§ **What the task requires**
Below are records to be copied exactly; their pictures are to be omitted.

━━━━━━━━━━━━━━━━━━━━━━━━━━━━━━

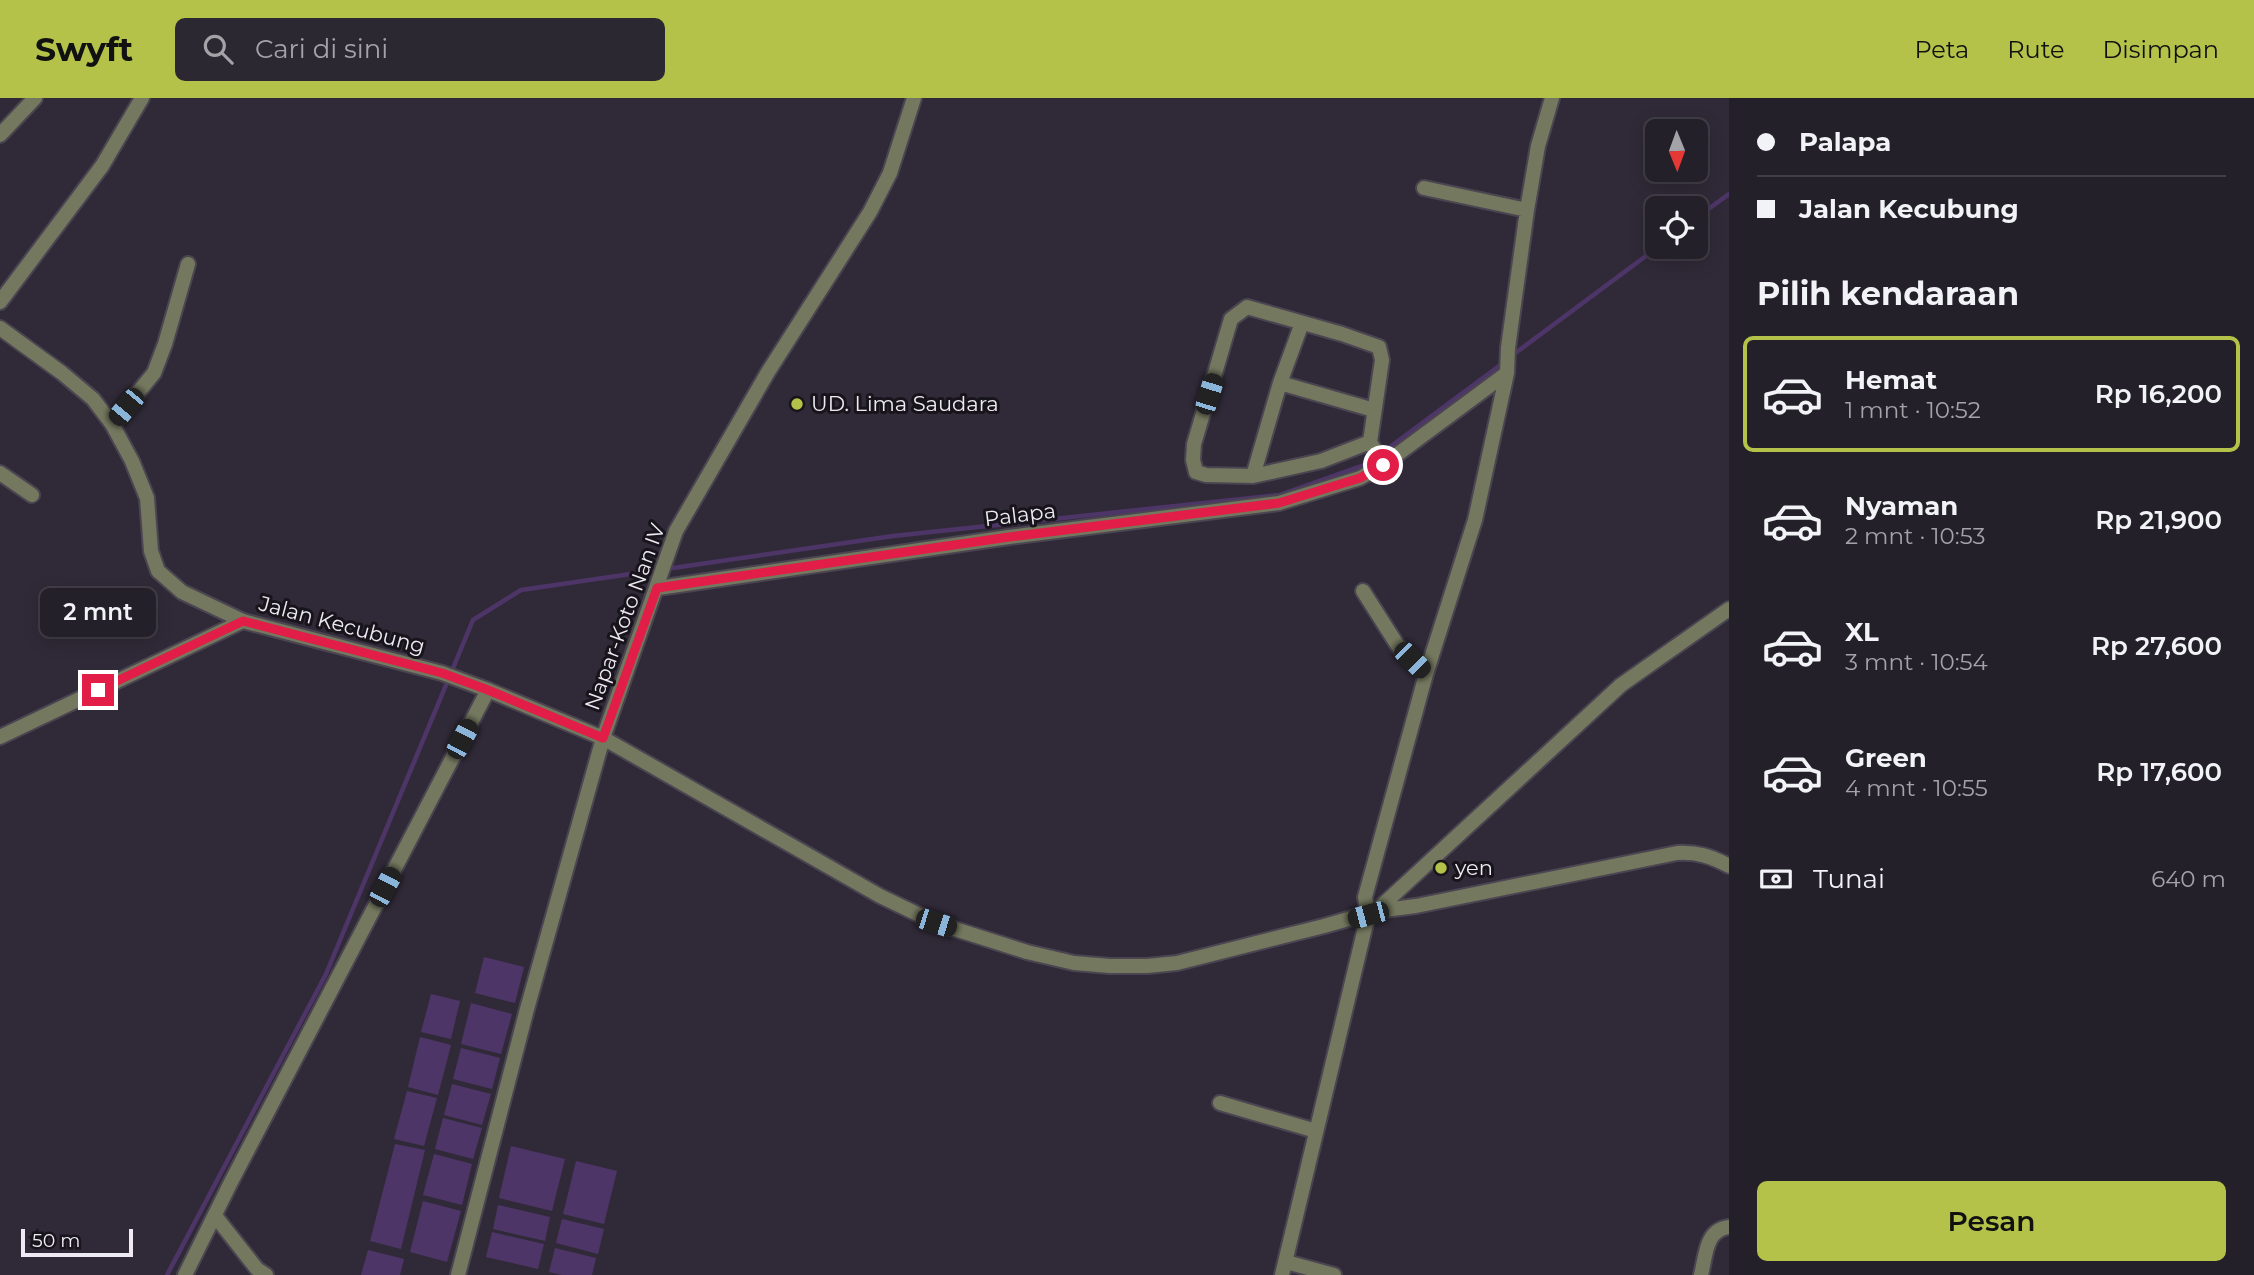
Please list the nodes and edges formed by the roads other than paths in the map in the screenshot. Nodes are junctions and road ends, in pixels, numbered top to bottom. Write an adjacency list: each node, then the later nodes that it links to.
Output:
1 (35, 98): 5 (street)
2 (142, 98): 9 (street)
3 (914, 98): 20 (street, Napar-Koto Nan IV)
4 (1552, 98): 7 (street)
5 (0, 135)
6 (1424, 188): 7 (street)
7 (1527, 210): 12 (street)
8 (188, 264): 15 (street)
9 (0, 302)
10 (1302, 323): 13 (street); 14 (street); 18 (street)
11 (0, 328): 15 (street)
12 (1507, 371): 16 (street, Palapa); 24 (street)
13 (1280, 383): 14 (street); 18 (street)
14 (1374, 410): 16 (street)
15 (112, 424): 23 (street)
16 (1376, 454): 18 (street); 20 (street, Palapa)
17 (0, 473): 19 (street)
18 (1253, 476)
19 (32, 495)
20 (658, 585): 27 (street, Napar-Koto Nan IV)
21 (1363, 591): 24 (street)
22 (1729, 609): 29 (street)
23 (243, 621): 25 (street, Jalan Kecubung); 26 (street, Jalan Kecubung)
24 (1426, 674): 29 (street)
25 (488, 690): 27 (street, Jalan Kecubung); 32 (street)
26 (0, 737)
27 (603, 738): 29 (street, Jalan Kecubung); 37 (street, Napar-Koto Nan IV)
28 (1729, 866): 29 (street, Jalan Kecubung)
29 (1372, 913): 31 (street)
30 (1220, 1103): 31 (street)
31 (1317, 1131): 34 (street)
32 (216, 1216): 35 (street); 36 (street)
33 (1729, 1227): 39 (street)
34 (1284, 1269): 38 (street)
35 (185, 1275)
36 (266, 1275)
37 (458, 1275)
38 (1334, 1275)
39 (1701, 1275)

━━━━━━━━━━━━━━━━━━━━━━━━━━━━━━

§ **Output for this exercise**
Please list the nodes and edges formed by the roads other than paths in the map in the screenshot. Nodes are junctions and road ends, in pixels, numbered top to bottom. Write an adjacency list: each node, then the later nodes that it links to.
Output:
1 (35, 98): 5 (street)
2 (142, 98): 9 (street)
3 (914, 98): 20 (street, Napar-Koto Nan IV)
4 (1552, 98): 7 (street)
5 (0, 135)
6 (1424, 188): 7 (street)
7 (1527, 210): 12 (street)
8 (188, 264): 15 (street)
9 (0, 302)
10 (1302, 323): 13 (street); 14 (street); 18 (street)
11 (0, 328): 15 (street)
12 (1507, 371): 16 (street, Palapa); 24 (street)
13 (1280, 383): 14 (street); 18 (street)
14 (1374, 410): 16 (street)
15 (112, 424): 23 (street)
16 (1376, 454): 18 (street); 20 (street, Palapa)
17 (0, 473): 19 (street)
18 (1253, 476)
19 (32, 495)
20 (658, 585): 27 (street, Napar-Koto Nan IV)
21 (1363, 591): 24 (street)
22 (1729, 609): 29 (street)
23 (243, 621): 25 (street, Jalan Kecubung); 26 (street, Jalan Kecubung)
24 (1426, 674): 29 (street)
25 (488, 690): 27 (street, Jalan Kecubung); 32 (street)
26 (0, 737)
27 (603, 738): 29 (street, Jalan Kecubung); 37 (street, Napar-Koto Nan IV)
28 (1729, 866): 29 (street, Jalan Kecubung)
29 (1372, 913): 31 (street)
30 (1220, 1103): 31 (street)
31 (1317, 1131): 34 (street)
32 (216, 1216): 35 (street); 36 (street)
33 (1729, 1227): 39 (street)
34 (1284, 1269): 38 (street)
35 (185, 1275)
36 (266, 1275)
37 (458, 1275)
38 (1334, 1275)
39 (1701, 1275)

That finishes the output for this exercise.